Exercise aim
Where the lines below hold images, skip those and copy every word exactly.

Recorded data

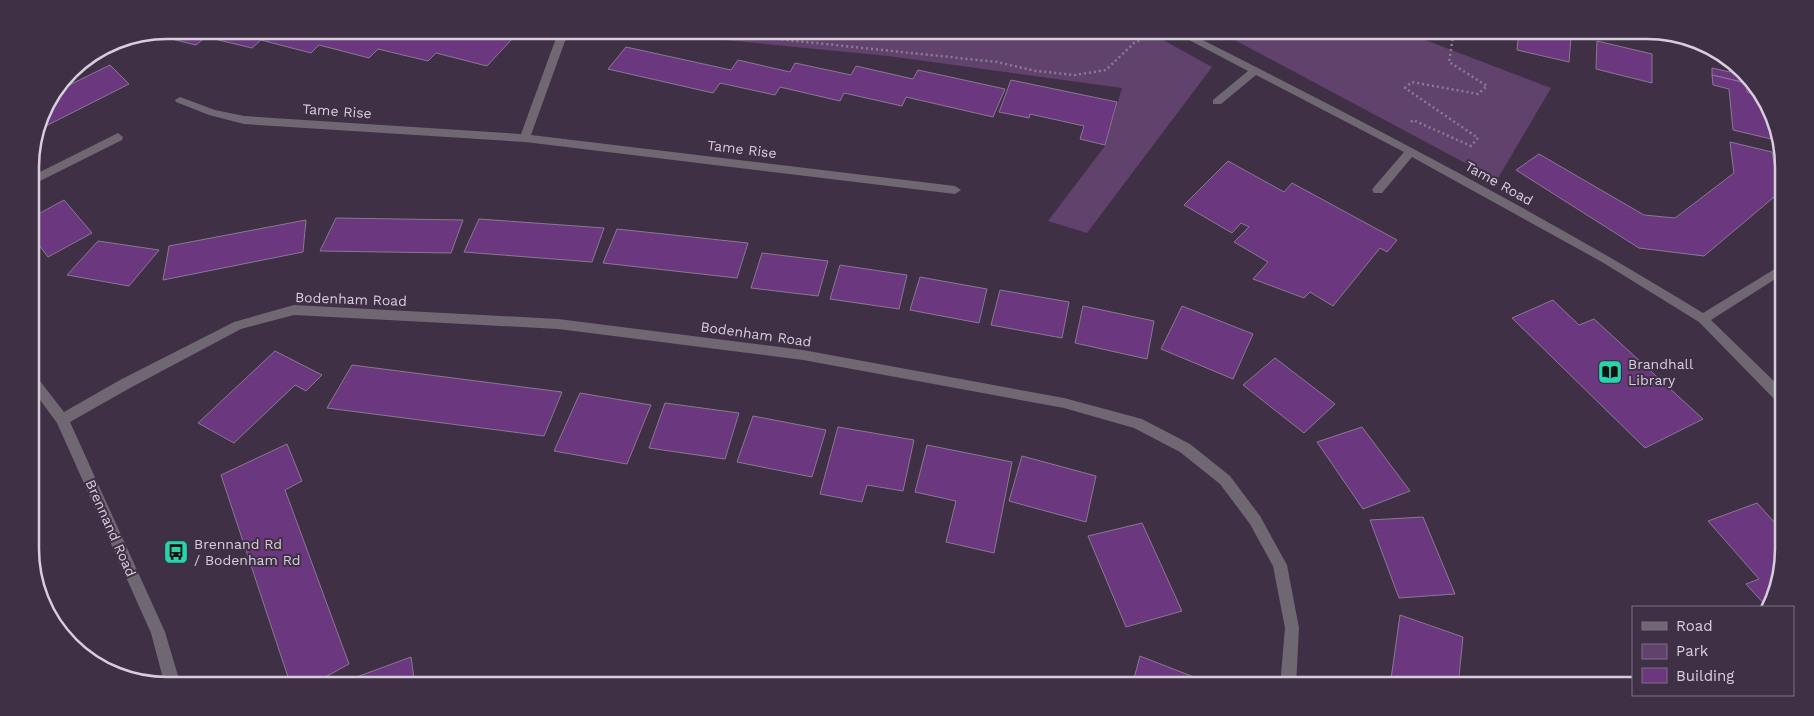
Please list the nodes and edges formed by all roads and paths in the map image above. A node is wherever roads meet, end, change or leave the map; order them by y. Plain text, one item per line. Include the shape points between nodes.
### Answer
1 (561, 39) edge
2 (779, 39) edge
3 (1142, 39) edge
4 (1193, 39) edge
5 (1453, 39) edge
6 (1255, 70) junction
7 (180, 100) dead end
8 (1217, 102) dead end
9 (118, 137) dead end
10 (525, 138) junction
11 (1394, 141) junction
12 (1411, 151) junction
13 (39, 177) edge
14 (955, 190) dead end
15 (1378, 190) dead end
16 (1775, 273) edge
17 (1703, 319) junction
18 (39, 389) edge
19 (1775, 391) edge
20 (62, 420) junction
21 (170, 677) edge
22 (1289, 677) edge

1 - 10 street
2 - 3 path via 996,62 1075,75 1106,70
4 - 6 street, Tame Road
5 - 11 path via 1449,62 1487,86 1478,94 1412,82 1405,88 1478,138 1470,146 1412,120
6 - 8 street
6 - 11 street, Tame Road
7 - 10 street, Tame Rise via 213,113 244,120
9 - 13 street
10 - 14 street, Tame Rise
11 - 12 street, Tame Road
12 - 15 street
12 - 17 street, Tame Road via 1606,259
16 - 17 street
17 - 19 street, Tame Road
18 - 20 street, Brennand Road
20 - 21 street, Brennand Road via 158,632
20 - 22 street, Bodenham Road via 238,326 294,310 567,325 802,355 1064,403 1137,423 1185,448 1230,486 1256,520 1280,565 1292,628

Task answer
Please list the nodes and edges formed by all roads and paths in the map image above. A node is wherever roads meet, end, change or leave the map; order them by y. Plain text, one item per line. Include the shape points between nodes.
### Answer
1 (561, 39) edge
2 (779, 39) edge
3 (1142, 39) edge
4 (1193, 39) edge
5 (1453, 39) edge
6 (1255, 70) junction
7 (180, 100) dead end
8 (1217, 102) dead end
9 (118, 137) dead end
10 (525, 138) junction
11 (1394, 141) junction
12 (1411, 151) junction
13 (39, 177) edge
14 (955, 190) dead end
15 (1378, 190) dead end
16 (1775, 273) edge
17 (1703, 319) junction
18 (39, 389) edge
19 (1775, 391) edge
20 (62, 420) junction
21 (170, 677) edge
22 (1289, 677) edge

1 - 10 street
2 - 3 path via 996,62 1075,75 1106,70
4 - 6 street, Tame Road
5 - 11 path via 1449,62 1487,86 1478,94 1412,82 1405,88 1478,138 1470,146 1412,120
6 - 8 street
6 - 11 street, Tame Road
7 - 10 street, Tame Rise via 213,113 244,120
9 - 13 street
10 - 14 street, Tame Rise
11 - 12 street, Tame Road
12 - 15 street
12 - 17 street, Tame Road via 1606,259
16 - 17 street
17 - 19 street, Tame Road
18 - 20 street, Brennand Road
20 - 21 street, Brennand Road via 158,632
20 - 22 street, Bodenham Road via 238,326 294,310 567,325 802,355 1064,403 1137,423 1185,448 1230,486 1256,520 1280,565 1292,628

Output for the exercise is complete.